4.4 Mysteries of transplanted tumor models

It is not easy to transplant cancer cells to form a tumor in a normal mouse. This has been considered due to the inhibition of immunity to tumor formation [89]. However, even in immunodeficient mice, transplanted cancer cells may not form a tumor efficiently [90, 91]. In some situations, the transplanted tumor can be only formed in the presence of functional T lymphocytes [92]. WOWH mechanism gives another explanation for this phenomenon: there is no correct wound molecular environment in the normal mouse for transplanted cancer cells to respond, while nude mice are partial wounded bodies that some cancer cells with the right activated genes may respond to them. Due to the partial wounded bodies, nude mice do not provide molecules that are suitable for all transplanted cancer cell growth, but the tumor growth may be promoted by providing a wound environment [92, 93]. The use of Matrigel (BD Biosciences) in the transplanted tumor model [94] is an example of such a situation since TGF-β [38], FGF [38], EGF [95], insulin-like growth factor-1 [95], platelet-derived growth factor (PDGF) [96], and nerve growth factor [97] in Matrigel are all actively expressed factors in wounds and they all can activate oncogenes, such as Src [98103], for cancer progress. The receptor themselves of EGF, FGF, and PDGF are oncogenes too (Table 2). Since multiple wound-related cytokines are in the Matrigel, one or more of them will match the pathways that the transplanted cancer cells were previously activated. Therefore, many unsuccessfully transplanted human cell lines are easier to grow in mice in the presence of Matrigel [94] indicating that the host immunodeficiency or not is not the limiting factor for the tumor formation since Matrigel is more like an immunostimulator [104106] rather than an immunosuppressor. Furthermore, it has been shown that the wounded body (a) requires fewer transplanted cells to form a tumor [68] and (b) forms a bigger tumor [92] than the normal body.

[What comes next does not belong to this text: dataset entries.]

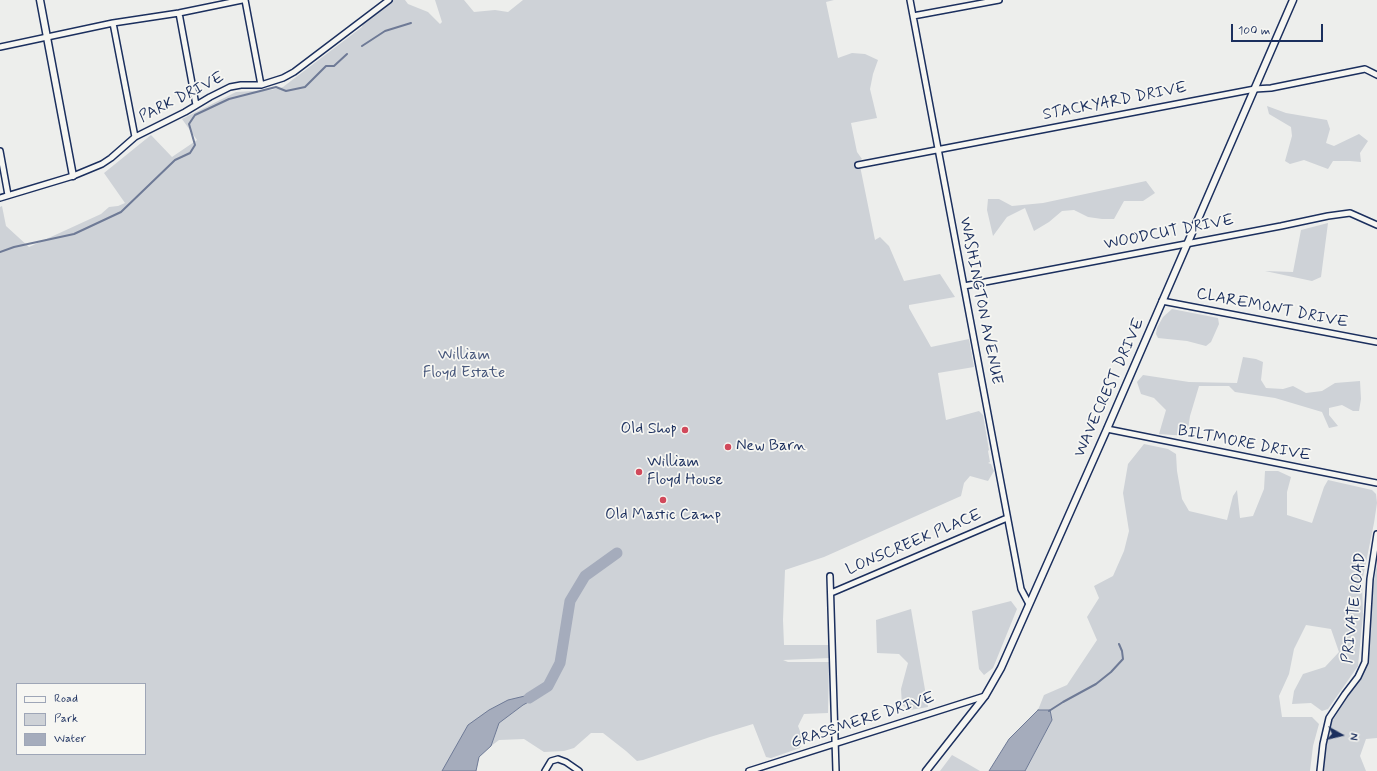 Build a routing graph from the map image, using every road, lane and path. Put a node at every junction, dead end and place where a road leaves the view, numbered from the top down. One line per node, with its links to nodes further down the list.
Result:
1 (40, 0): 10 (street)
2 (244, 0): 7 (street); 13 (street)
3 (389, 0): 13 (street, PARK DRIVE)
4 (910, 0): 8 (street, WASHINGTON AVENUE)
5 (999, 0): 8 (street)
6 (1293, 0): 14 (street, WAVECREST DRIVE)
7 (179, 13): 9 (street); 15 (street)
8 (913, 16): 17 (street, WASHINGTON AVENUE)
9 (113, 23): 10 (street); 16 (street)
10 (48, 37): 11 (street); 20 (street)
11 (0, 47)
12 (1377, 75): 14 (street, STACKYARD DRIVE)
13 (261, 85): 15 (street, PARK DRIVE)
14 (1255, 89): 17 (street, STACKYARD DRIVE); 24 (street, WAVECREST DRIVE)
15 (196, 105): 16 (street, PARK DRIVE)
16 (135, 137): 20 (street, PARK DRIVE)
17 (938, 150): 19 (street, STACKYARD DRIVE); 25 (street, WASHINGTON AVENUE)
18 (0, 151): 21 (street)
19 (858, 165)
20 (73, 176): 21 (street, PARK DRIVE)
21 (8, 195): 22 (street, PARK DRIVE)
22 (0, 198)
23 (1377, 224): 24 (street, WOODCUT DRIVE)
24 (1188, 243): 25 (street, WOODCUT DRIVE); 26 (street, WAVECREST DRIVE)
25 (964, 286): 30 (street, WASHINGTON AVENUE)
26 (1162, 301): 27 (street, CLAREMONT DRIVE); 28 (street, WAVECREST DRIVE)
27 (1377, 342)
28 (1107, 429): 29 (street, BILTMORE DRIVE); 34 (street, WAVECREST DRIVE)
29 (1377, 483)
30 (1007, 518): 33 (street, LONSCREEK PLACE); 34 (street, WASHINGTON AVENUE)
31 (1377, 534): 42 (street, PRIVATE ROAD)
32 (830, 576): 33 (street)
33 (831, 593): 36 (street)
34 (1029, 604): 35 (street, WAVECREST DRIVE)
35 (985, 696): 36 (street, GRASSMERE DRIVE); 41 (street, WAVECREST DRIVE)
36 (836, 743): 39 (street, GRASSMERE DRIVE); 40 (street)
37 (545, 771): 38 (street)
38 (579, 771)
39 (749, 771)
40 (836, 771)
41 (926, 771)
42 (1320, 771)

It can be speculated that transplanted tumor cells can even grow in heterogenic and immunocompetent mice as long as a corresponding wound existed.

5 Summary

WOWH mechanism is a logic-deduced theory based on the relationships among cancer, precancerous diseases, oncogenes, wound healing, and cancer occurrences in all species of multicellular organisms. Wound triggers the oncogenes to produce cytokines to recruit and differentiate stem cells to heal the wound. If the wound is healed, the process will return to homeostasis. If the wounds are persistent, wounds and the positive feedback molecules will make the cancer mass bigger and bigger until the wounds are healed or the whole system exhausts. The logic of the WOWH mechanism is consistent with the rationales of the other physiological metabolisms in the body—for survival. It helps to understand many cancer mysteries from the mutation theory. It can be used to interpret and guide cancer prevention, recurrence, metastasis, in vitro and in vivo studies, and personalized treatments.